In the past fifteen years, inflation has been conquered by many advanced
countries. History reveals, however, that it has been conquered before
and returned. In The Conquest of American Inflation, Thomas J. Sargent
presents a groundbreaking analysis of the rise and fall of U.S.
inflation after 1960. He examines two broad explanations for the
behavior of inflation and unemployment in this period: the natural-rate
hypothesis joined to the Lucas critique and a more traditional
econometric policy evaluation modified to include adaptive expectations
and learning. His purpose is not only to determine which is the better
account, but also to codify for the benefit of the next generation the
economic forces that cause inflation.
Sargent begins with an explanation of how American policymakers
increased inflation in the early 1960s by following erroneous
assumptions about the exploitability of the Phillips curve--the inverse
relationship between inflation and unemployment. In subsequent chapters,
he connects a sequence of ideas--self-confirming equilibria,
least-squares and other adaptive or recursive learning algorithms,
convergence of least-squares learners with self-confirming equilibria,
and recurrent dynamics along escape routes from self-confirming
equilibria.

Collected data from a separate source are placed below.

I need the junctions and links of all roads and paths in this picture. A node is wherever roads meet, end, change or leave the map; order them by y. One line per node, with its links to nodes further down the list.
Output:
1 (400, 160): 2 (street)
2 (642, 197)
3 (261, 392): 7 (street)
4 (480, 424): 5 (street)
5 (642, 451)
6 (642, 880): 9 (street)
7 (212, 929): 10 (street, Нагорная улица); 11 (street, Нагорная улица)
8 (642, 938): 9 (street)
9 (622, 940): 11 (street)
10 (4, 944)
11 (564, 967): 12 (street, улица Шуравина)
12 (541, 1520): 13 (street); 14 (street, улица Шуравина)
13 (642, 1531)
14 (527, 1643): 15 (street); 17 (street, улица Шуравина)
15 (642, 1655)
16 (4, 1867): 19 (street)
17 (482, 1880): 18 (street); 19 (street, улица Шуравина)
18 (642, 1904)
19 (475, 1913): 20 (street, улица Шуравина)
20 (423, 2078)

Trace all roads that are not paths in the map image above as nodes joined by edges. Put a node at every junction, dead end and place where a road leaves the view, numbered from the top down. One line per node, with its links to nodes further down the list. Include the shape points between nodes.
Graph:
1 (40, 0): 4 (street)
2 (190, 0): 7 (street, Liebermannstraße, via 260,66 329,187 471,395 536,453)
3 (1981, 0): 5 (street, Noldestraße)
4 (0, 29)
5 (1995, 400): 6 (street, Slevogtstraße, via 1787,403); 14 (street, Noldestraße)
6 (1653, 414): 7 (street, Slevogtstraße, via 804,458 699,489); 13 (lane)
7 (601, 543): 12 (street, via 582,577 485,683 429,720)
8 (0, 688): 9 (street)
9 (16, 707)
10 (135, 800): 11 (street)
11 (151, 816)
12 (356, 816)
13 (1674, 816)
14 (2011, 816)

Sargent synthesizes results from macroeconomics, game
theory, control theory, and other fields to extend both adaptive
expectations and rational expectations theory, and he compellingly
describes postwar inflation in terms of drifting coefficients. He
interprets his results in favor of adaptive expectations as the relevant
mechanism affecting inflation policy.
Providing an original methodological link between theoretical and policy
economics, this book will engender much debate and become an
indispensable text for academics, graduate students, and professional
economists.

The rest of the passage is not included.